RUSI Analysis, 1 Oct 2013 By Shashank Joshi, Research Fellow

With the first signs of a US-Iran thaw, there are great hopes – and great cynicism. Yet while the optimists may be overstating the scope of any deal, the cynics are wrong to dismiss Hasan Rouhani's rhetoric.

Hasan Rouhani

In the end, there was no handshake – but there was a phone call. Iranian President Hasan Rouhani first rebuffed the White House's offer of a historic meeting with President Barack Obama but, just before departing the United States, initiated a telephone conversation that was thin on substance but rich in symbolism. That call, along with Rouhani's relentlessly conciliatory tone, has prompted euphoria amongst some, who foresee a geopolitical re-alignment as significant as President Richard Nixon's opening to China in 1971, and alarm in others, who see Rouhani as the mask behind which the Islamic Republic pursues its unchanged objectives. How should we assess his trip, and the prospects for nuclear and broader diplomacy? Below, I suggest four points that emerge from the past week's diplomatic drama.

Has Rouhani Checkmated Obama?

First, the notion that Rouhani has 'checkmated' Obama – as Fouad Ajami put it  – is untenable. The Obama administration has not only given nothing away, but continues to impose upon Iran the most punishing sanctions ever applied to a would-be nuclear proliferator. Iran's oil exports have more that halved in volume over the past year, inflation is around 60 percent, and over a quarter of Iranian youth are unemployed. The idea that Obama is all carrot and no stick is egregiously wrong. In this regard, the opportunity cost of dialogue is negligible.

Is Rouhani All Talk?

Second, some suggest that Rouhani is offering nothing more than empty words – a 'smiley campaign', as Israel's intelligence minister put it - but no concrete actions. This view is also mistaken. Rouhani has already freed more than 80 political prisoners, many of whom were arrested during the 2009 Green Revolution. The Islamic Republic remains an autocratic regime which holds large numbers of political prisoners and commits grave human rights abuses on a regular basis. But the prisoner release is a sign that Rouhani is willing and able to at least partially follow through on pledges he made on his campaign trail.
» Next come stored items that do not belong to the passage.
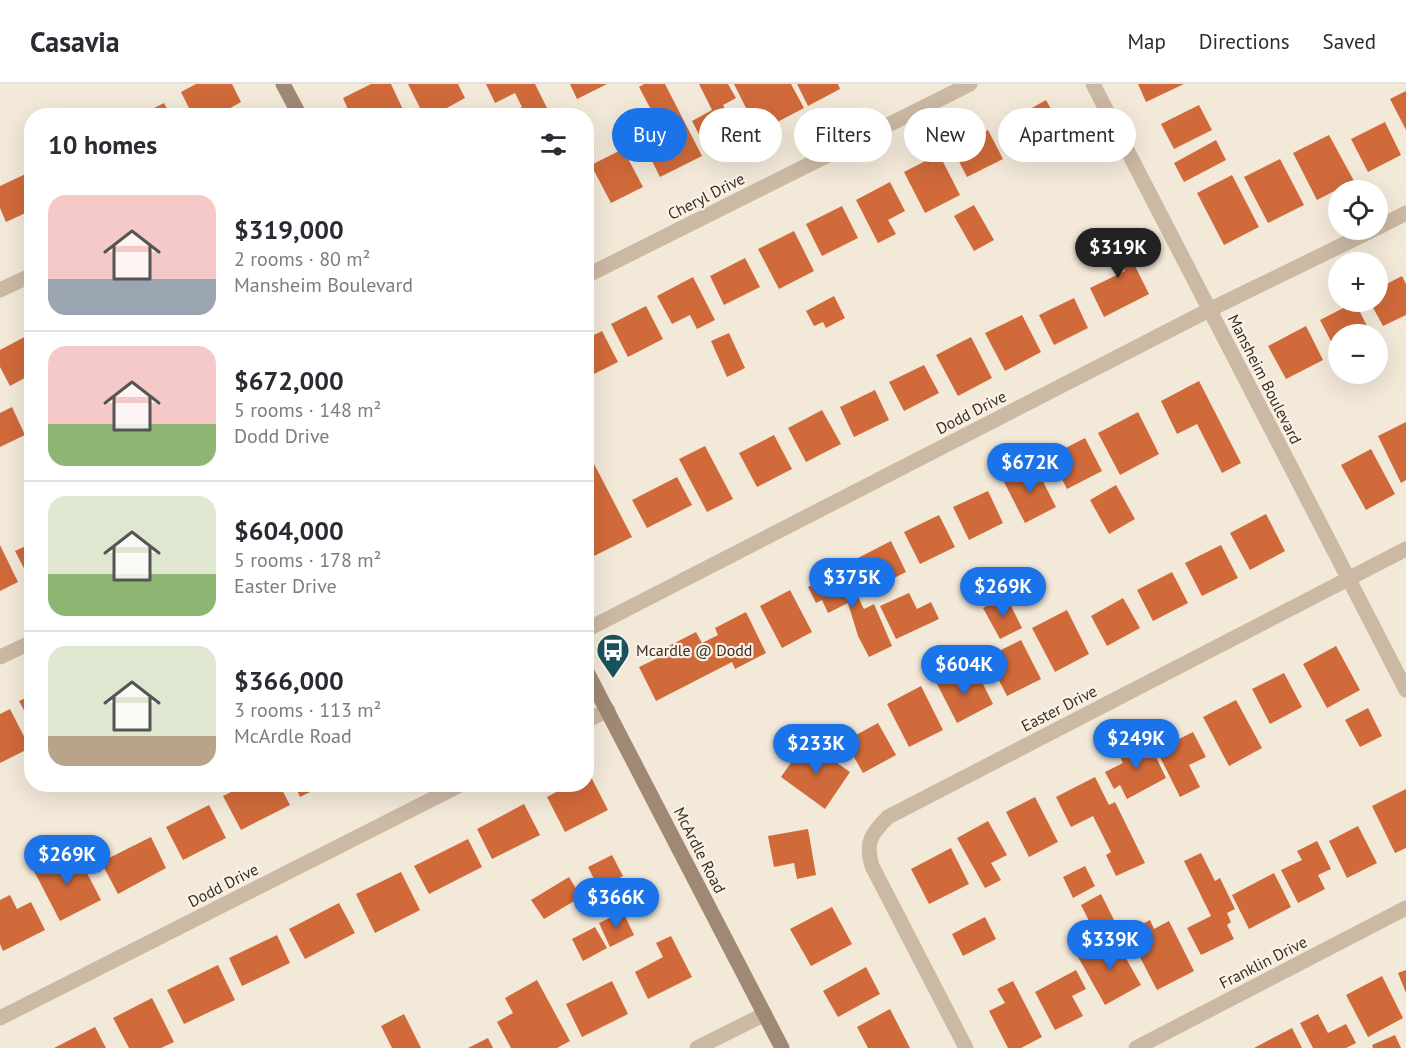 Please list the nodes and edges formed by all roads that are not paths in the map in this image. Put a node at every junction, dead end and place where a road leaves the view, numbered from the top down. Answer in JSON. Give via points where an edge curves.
{"nodes":[{"id":1,"x":283,"y":84,"type":"edge"},
{"id":2,"x":970,"y":84,"type":"edge"},
{"id":3,"x":1093,"y":84,"type":"edge"},
{"id":4,"x":296,"y":108,"type":"edge"},
{"id":5,"x":1406,"y":213,"type":"edge"},
{"id":6,"x":1388,"y":222,"type":"edge"},
{"id":7,"x":1352,"y":240,"type":"edge"},
{"id":8,"x":594,"y":272,"type":"edge"},
{"id":9,"x":24,"y":279,"type":"edge"},
{"id":10,"x":0,"y":290,"type":"edge"},
{"id":11,"x":1209,"y":310,"type":"junction"},
{"id":12,"x":1406,"y":549,"type":"edge"},
{"id":13,"x":1348,"y":579,"type":"junction"},
{"id":14,"x":594,"y":626,"type":"edge"},
{"id":15,"x":24,"y":646,"type":"edge"},
{"id":16,"x":0,"y":657,"type":"edge"},
{"id":17,"x":594,"y":684,"type":"edge"},
{"id":18,"x":1406,"y":690,"type":"edge"},
{"id":19,"x":608,"y":711,"type":"junction"},
{"id":20,"x":594,"y":717,"type":"edge"},
{"id":21,"x":446,"y":792,"type":"edge"},
{"id":22,"x":1406,"y":908,"type":"edge"},
{"id":23,"x":765,"y":1014,"type":"junction"},
{"id":24,"x":0,"y":1018,"type":"edge"},
{"id":25,"x":697,"y":1048,"type":"edge"},
{"id":26,"x":782,"y":1048,"type":"edge"},
{"id":27,"x":966,"y":1048,"type":"edge"},
{"id":28,"x":1136,"y":1048,"type":"edge"}],
"edges":[{"from":1,"to":4,"type":"main road"},
{"from":2,"to":8,"type":"street","name":"Cheryl Drive"},
{"from":3,"to":11,"type":"street","name":"Mansheim Boulevard"},
{"from":5,"to":6,"type":"street","name":"Dodd Drive"},
{"from":7,"to":11,"type":"street","name":"Dodd Drive"},
{"from":9,"to":10,"type":"street"},
{"from":11,"to":13,"type":"street","name":"Mansheim Boulevard"},
{"from":11,"to":14,"type":"street","name":"Dodd Drive"},
{"from":12,"to":13,"type":"street","name":"Easter Drive"},
{"from":13,"to":18,"type":"street","name":"Mansheim Boulevard"},
{"from":13,"to":27,"type":"street","name":"Easter Drive","via":[[888,817],[875,830],[868,852],[872,866]]},
{"from":15,"to":16,"type":"street"},
{"from":17,"to":19,"type":"main road","name":"McArdle Road"},
{"from":19,"to":20,"type":"street"},
{"from":19,"to":23,"type":"main road","name":"McArdle Road"},
{"from":21,"to":24,"type":"street","name":"Dodd Drive"},
{"from":22,"to":28,"type":"street","name":"Franklin Drive"},
{"from":23,"to":25,"type":"street"},
{"from":23,"to":26,"type":"main road","name":"McArdle Road"}]}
With respect to the nuclear dispute, Rouhani most important action to date has been to remove the nuclear file from the Supreme National Security Council - which is more easily influenced by hardliners – and handed it to the more moderate foreign ministry, run by Mohammad Javad Zarif. Western diplomats see Zarif as reasonable and pragmatic, a far cry from previous nuclear negotiator Saeed Jalili.

Rouhani could not have changed these arrangements without the approval of Iran's Supreme Leader, Ali Khamenei. Indeed, the Washington Post's well-connected columnist David Ignatius reported last week that 'Western intelligence reports' confirmed Rouhani's claim to be 'fully empowered to finalize the nuclear talks'. Of course, this claim can only be fully tested at the negotiating table.

Yet it is also important to recognise that Rouhani's supposedly empty rhetoric - his praise for Americans, enthusiasm for dialogue, and exhortations to the Iranian Revolutionary Guard Corps (IRGC) to stay out of politics – is not without domestic political cost. If this round of diplomacy comes to nothing, Rouhani will be severely depleted of political capital and Khamenei will happily let him twist in the wind. Words are never enough to strike a deal, but nor should they be discounted too flippantly. They show that Rouhani is willing to anger domestic constituencies in pursuit of his agenda. That is a positive sign.

Are the United States and Iran Reconciling or Accommodating?

Third, any deal that transpires is likely to be a nuclear deal. Those who envision a broader US-Iran rapprochement, including diplomatic normalisation and consensus on security issues across the region (e.g., Iran's support for Hezbollah, or the US military presence in the Persian Gulf), will be sorely disappointed. The grand bargain that Iran proposed in 2003 is history, and regional events have rendered its terms moot. We should recognise that Rouhani's mandate from Khamenei is almost certainly a circumscribed one.

Of course, any nuclear deal may widen the parameters of the possible and create spill-over effects onto other issue-areas. But this will be incremental and modest. Perhaps the likeliest area for such spill-over is Syria. Some officials - including the French foreign minister – have suggested that a US-Iran dialogue could facilitate Iranian participation in a Syrian peace conference (the so-called Geneva II). To the extent that this is so, the process is unlikely to include those most directly responsible for Iranian policy inside Syria i.e., the IRGC.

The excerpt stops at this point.